Photo by Michael Ensminger |
Jamie Horton is the director for the regional premiere of the Steven Dietz play Fiction, now
playing at the Acoma Center through June 24.
Fiction explores the marriage between Michael and Lynn Waterman pondering the question what is
fiction and what is real. How much should one person reveal to another? Is there a wanting for dead honest
truth or does fiction actually aid and abet a relationship? What about secrets? Are there times when some
secrets are better left as secrets?
For Denver born Dietz who now lives in Seattle, the essence of the play began with the internal question
is it worse to die with a secret or to live with one?
Out of this, the characters stepped forward to tell their story.
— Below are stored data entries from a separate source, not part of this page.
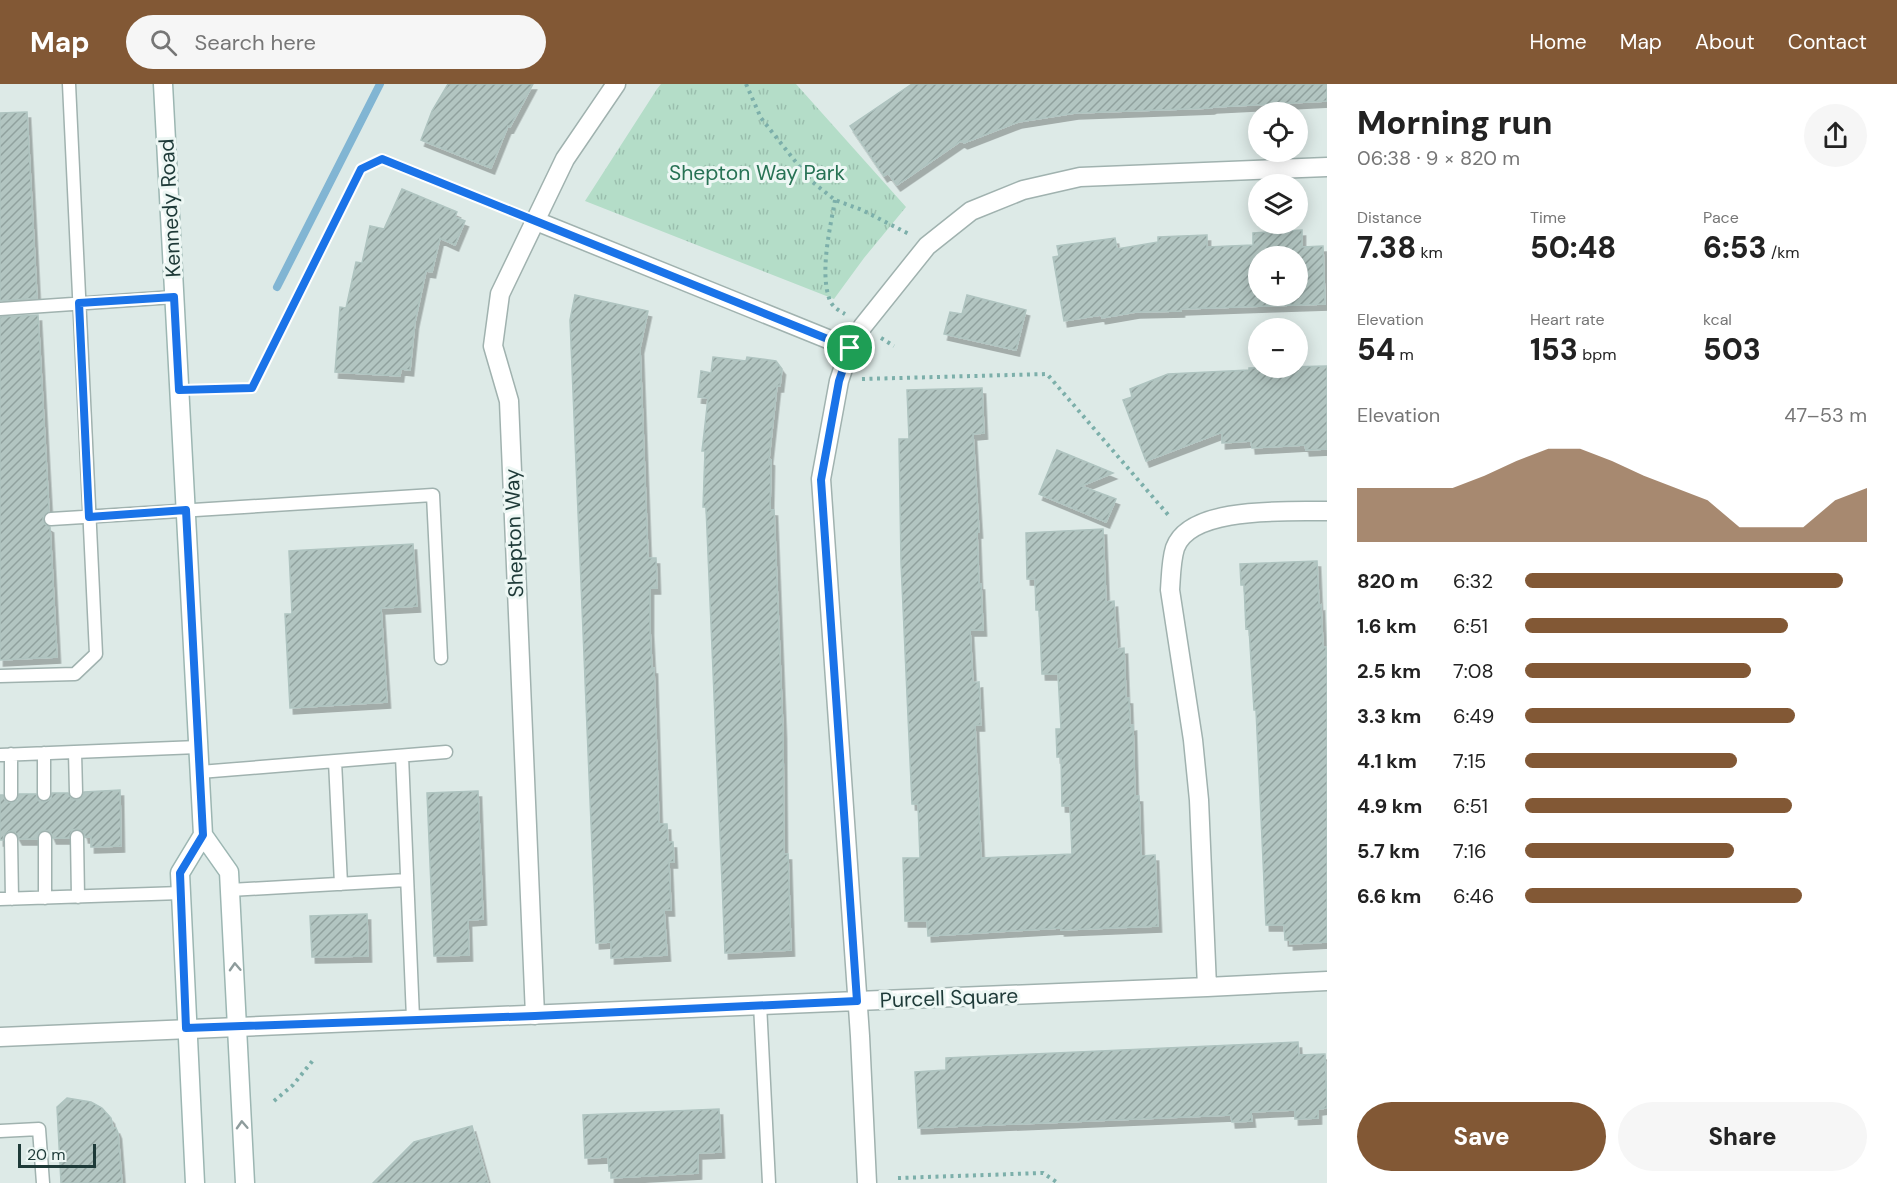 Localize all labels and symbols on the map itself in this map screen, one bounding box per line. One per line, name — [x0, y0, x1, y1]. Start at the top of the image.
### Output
street label: Kennedy Road — [152, 138, 188, 278]
park label: Shepton Way Park — [669, 159, 845, 187]
pin — [824, 322, 875, 373]
street label: Shepton Way — [498, 468, 530, 598]
one-way arrow — [228, 962, 241, 971]
street label: Purcell Square — [879, 982, 1019, 1014]
one-way arrow — [235, 1120, 248, 1129]
scale bar — [18, 1141, 96, 1168] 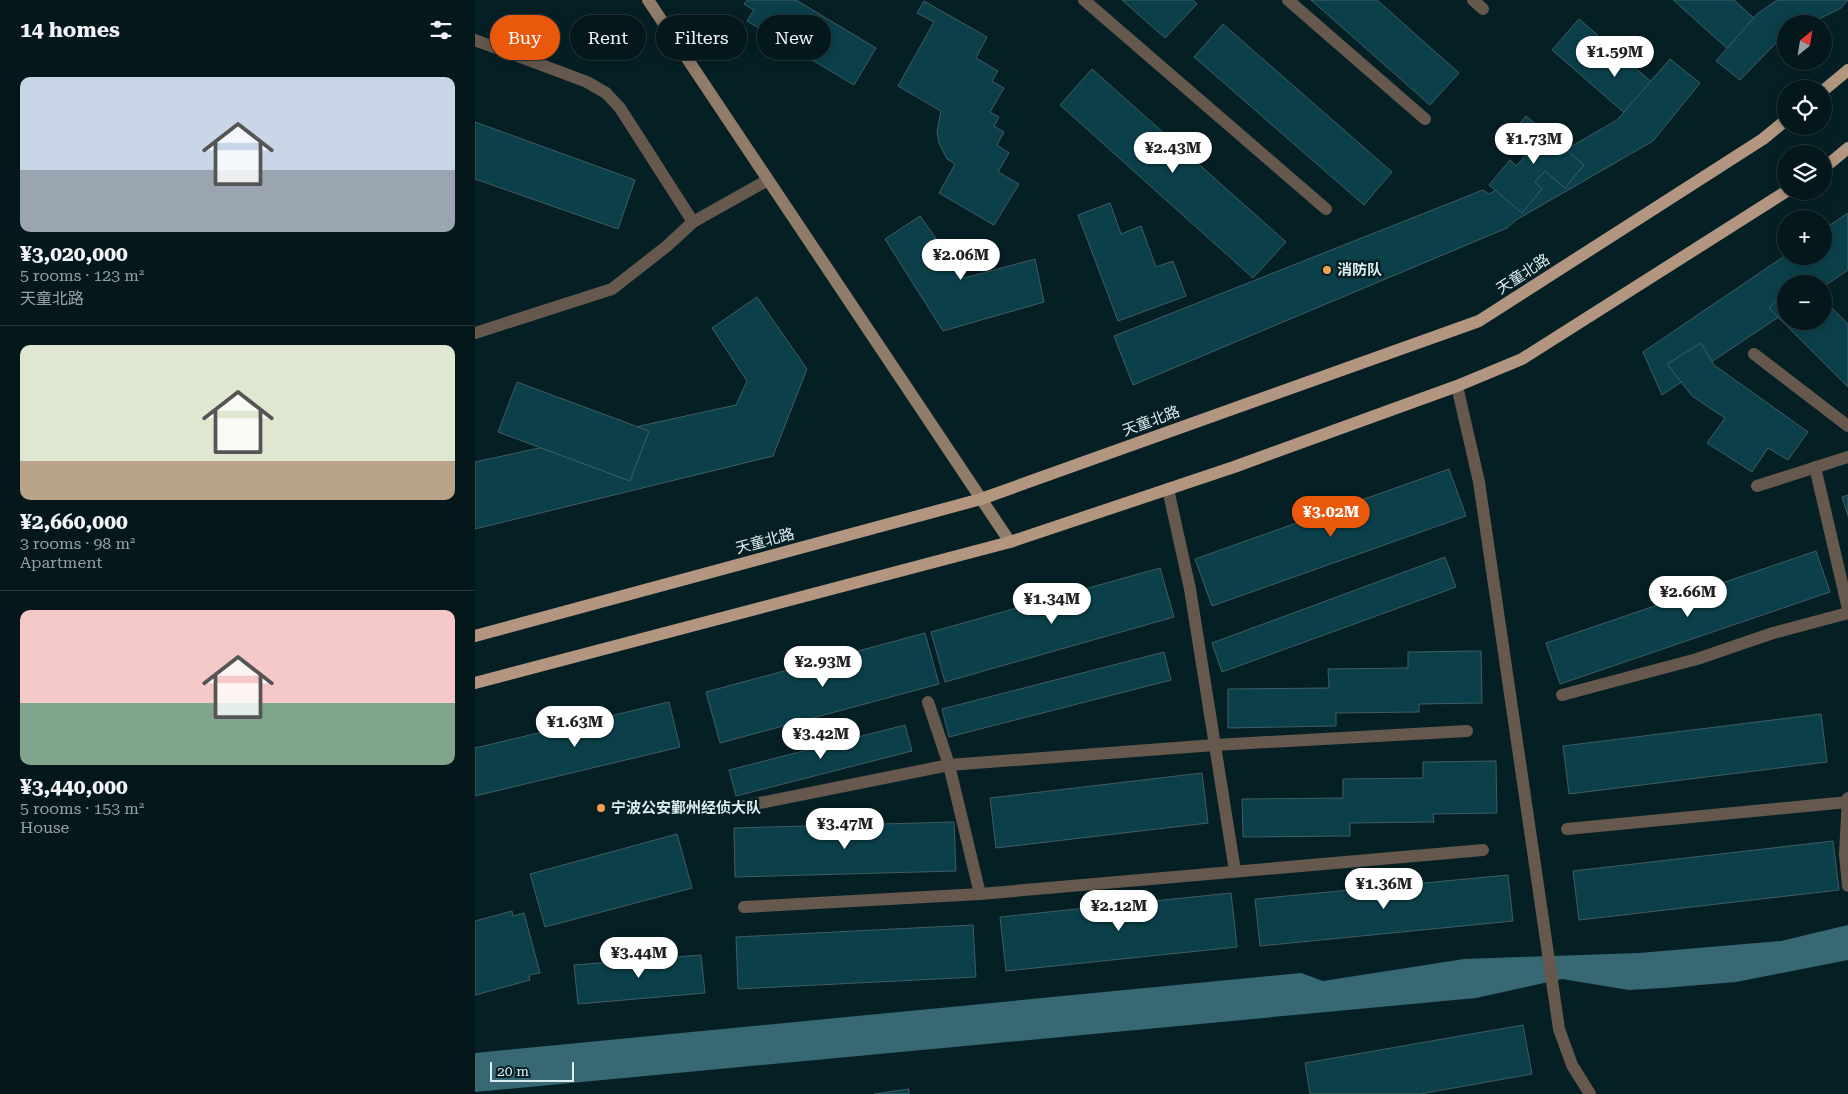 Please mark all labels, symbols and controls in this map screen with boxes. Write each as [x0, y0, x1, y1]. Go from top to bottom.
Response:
chip: Buy [490, 15, 560, 60]
chip: Rent [570, 15, 646, 60]
chip: Filters [656, 15, 747, 60]
chip: New [757, 15, 831, 60]
north arrow [1777, 15, 1833, 70]
map controls [1777, 15, 1832, 330]
icon: filters [427, 16, 455, 44]
text: 14 homes [20, 18, 120, 42]
pin: ¥1.59M [1574, 36, 1656, 78]
text: ¥1.59M [1587, 42, 1643, 61]
button: locate [1777, 80, 1832, 135]
icon: home [193, 109, 283, 199]
pin: ¥1.73M [1493, 122, 1575, 165]
text: ¥1.73M [1506, 129, 1562, 148]
pin: ¥2.43M [1132, 132, 1214, 174]
text: ¥2.43M [1145, 138, 1201, 157]
button: layers [1777, 145, 1832, 200]
button: + [1777, 210, 1832, 265]
pin: ¥2.06M [920, 238, 1002, 281]
text: ¥3,020,000 [20, 242, 128, 266]
text: ¥2.06M [933, 245, 989, 264]
street label: 天童北路 [1493, 250, 1553, 298]
place label: 消防队 [1337, 261, 1382, 279]
marker: 消防队 [1321, 264, 1333, 276]
text: 5 rooms · 123 m² [20, 266, 144, 285]
button: − [1777, 275, 1832, 330]
text: 天童北路 [20, 289, 84, 308]
icon: home [193, 377, 283, 467]
street label: 天童北路 [1120, 402, 1182, 440]
pin: ¥3.02M [1290, 496, 1372, 538]
text: ¥3.02M [1303, 502, 1359, 521]
text: ¥2,660,000 [20, 510, 128, 534]
street label: 天童北路 [734, 525, 796, 557]
text: 3 rooms · 98 m² [20, 534, 135, 553]
text: Apartment [20, 553, 103, 572]
pin: ¥2.66M [1647, 576, 1729, 618]
pin: ¥1.34M [1011, 582, 1093, 625]
text: ¥2.66M [1660, 582, 1716, 601]
text: ¥1.34M [1024, 589, 1080, 608]
icon: home [193, 642, 283, 732]
pin: ¥2.93M [782, 646, 864, 688]
text: ¥2.93M [795, 652, 851, 671]
pin: ¥1.63M [534, 706, 616, 748]
text: ¥1.63M [547, 712, 603, 731]
pin: ¥3.42M [780, 718, 862, 760]
text: ¥3.42M [793, 724, 849, 743]
text: ¥3,440,000 [20, 775, 128, 799]
text: 5 rooms · 153 m² [20, 799, 144, 818]
place label: 宁波公安鄞州经侦大队 [611, 799, 761, 817]
marker: 宁波公安鄞州经侦大队 [595, 802, 607, 814]
pin: ¥3.47M [804, 808, 886, 850]
text: ¥3.47M [817, 814, 873, 833]
text: House [20, 818, 69, 837]
pin: ¥1.36M [1343, 868, 1425, 910]
text: ¥1.36M [1356, 874, 1412, 893]
pin: ¥2.12M [1078, 890, 1160, 932]
text: ¥2.12M [1091, 896, 1147, 915]
pin: ¥3.44M [598, 936, 680, 979]
text: ¥3.44M [611, 943, 667, 962]
scale bar [490, 1059, 574, 1082]
text: 20 m [497, 1063, 529, 1079] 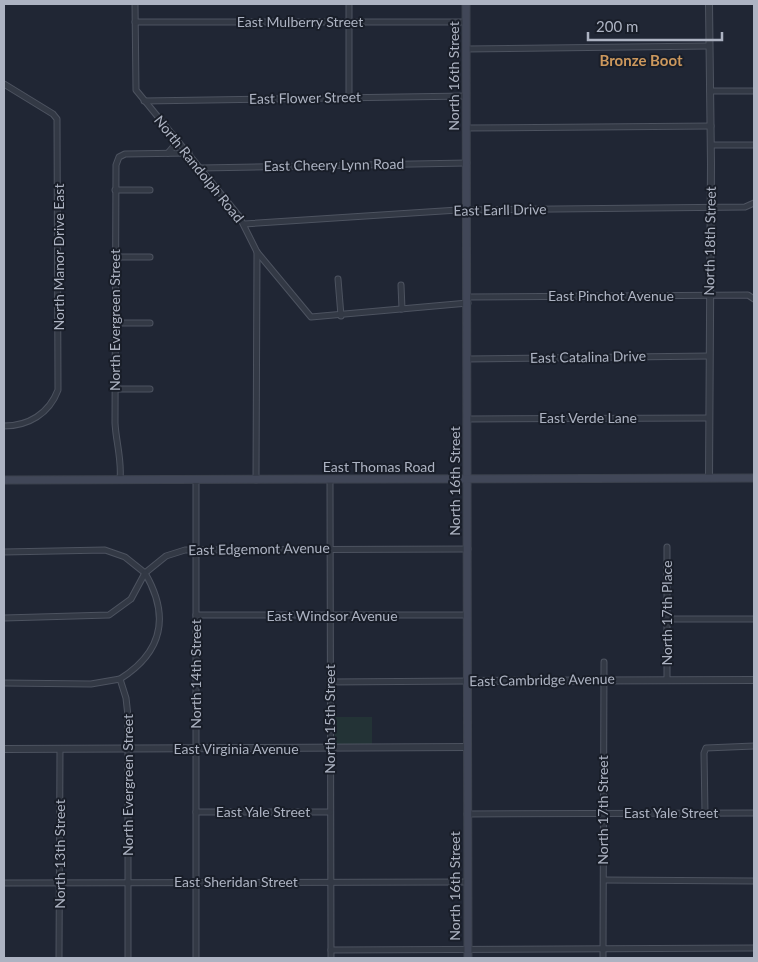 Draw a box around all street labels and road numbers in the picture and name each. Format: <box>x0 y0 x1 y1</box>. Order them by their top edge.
street label: East Mulberry Street <box>237 13 363 30</box>
street label: North 16th Street <box>445 21 462 131</box>
street label: East Flower Street <box>249 88 361 107</box>
street label: North Randolph Road <box>151 112 248 226</box>
street label: East Cheery Lynn Road <box>264 155 404 174</box>
street label: North Manor Drive East <box>50 184 67 330</box>
street label: North 18th Street <box>700 186 719 296</box>
street label: East Earll Drive <box>453 200 547 219</box>
street label: North Evergreen Street <box>106 249 123 391</box>
street label: East Pinchot Avenue <box>548 287 674 304</box>
street label: East Catalina Drive <box>530 347 646 366</box>
street label: East Verde Lane <box>539 409 637 426</box>
street label: North 16th Street <box>446 426 463 536</box>
street label: East Thomas Road <box>323 458 435 475</box>
street label: East Edgemont Avenue <box>188 539 330 558</box>
street label: North 17th Place <box>658 560 675 666</box>
street label: East Windsor Avenue <box>266 607 398 624</box>
street label: North 14th Street <box>187 619 204 729</box>
street label: North 15th Street <box>321 664 338 774</box>
street label: East Cambridge Avenue <box>469 670 615 689</box>
street label: North Evergreen Street <box>119 714 136 856</box>
street label: East Virginia Avenue <box>173 740 299 757</box>
street label: North 17th Street <box>594 755 611 865</box>
street label: North 13th Street <box>51 799 68 909</box>
street label: East Yale Street <box>216 803 310 820</box>
street label: East Yale Street <box>624 804 718 821</box>
street label: North 16th Street <box>446 831 463 941</box>
street label: East Sheridan Street <box>174 873 298 890</box> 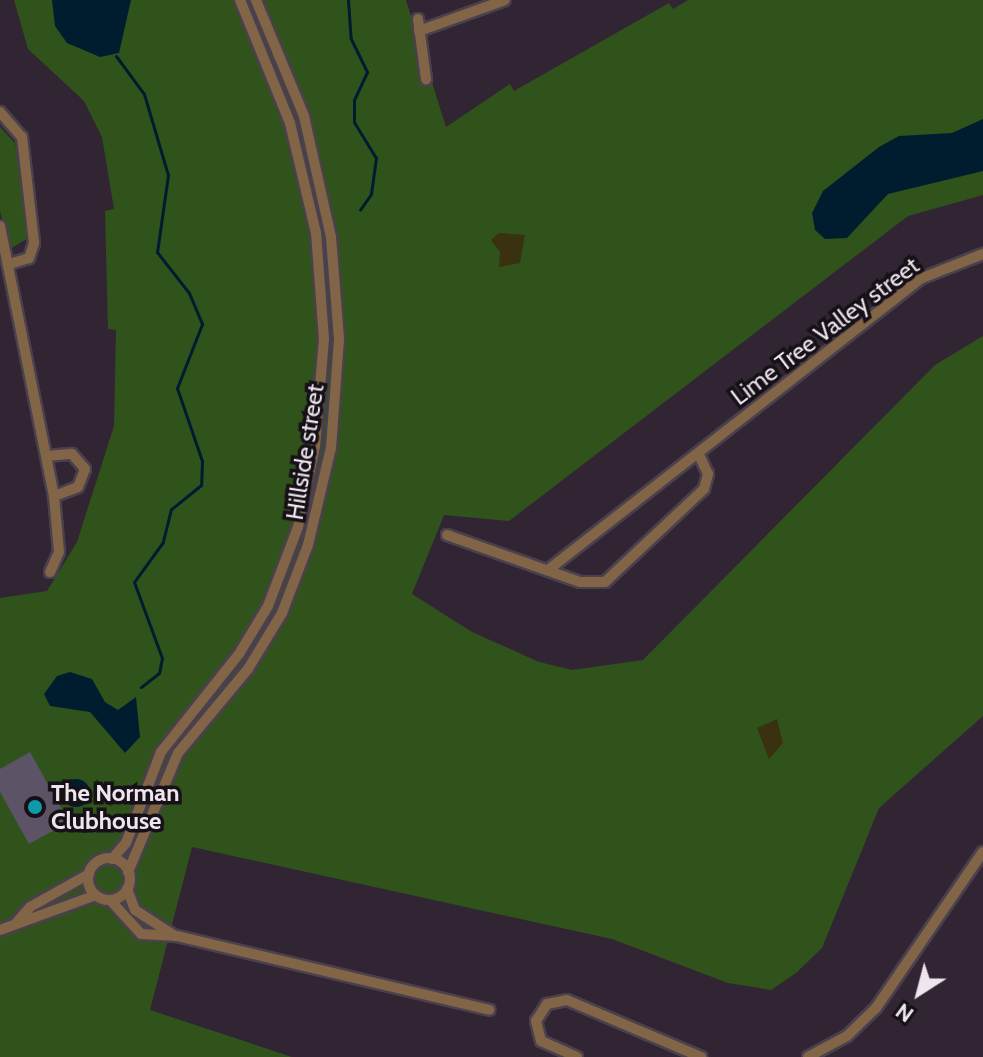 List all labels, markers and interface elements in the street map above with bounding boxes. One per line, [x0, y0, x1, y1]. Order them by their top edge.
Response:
street label: Lime Tree Valley street [725, 251, 925, 411]
street label: Hillside street [280, 382, 330, 522]
place label: The Norman Clubhouse [51, 779, 179, 835]
marker: The Norman Clubhouse [26, 798, 44, 816]
north arrow [879, 953, 959, 1033]
text: N [890, 997, 919, 1028]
Married 20 years, having met in a small
Paris café, the marriage is rock solid through loving, fighting, arguing, teasing, crying, playing,
worrying, stumbling, and supporting each other.
John Hutton fills Michael’s shoes with superb attentiveness to detail with every word and every
phrase. Hutton gives Michael a sense of realness flaunting and hiding every emotion a human being floats
his life upon. He’s tender, loving, fearful, tempted, insecure, successful, uncertain, strong, weak,
proud, and at times wobbly. Hutton’s expertise brings Michael vividly to life defining every wart
along the way.
Martha Harmon Pardee, as Linda holds her own with the same qualities of a successful writer, and teacher
who thoroughly enjoys the verbal repartee Michael throws at her. Strong, vulnerable, forceful, unglued,
peaceful, loving, angry Pardee stands Linda shoulder to shoulder with Hutton’s Michael.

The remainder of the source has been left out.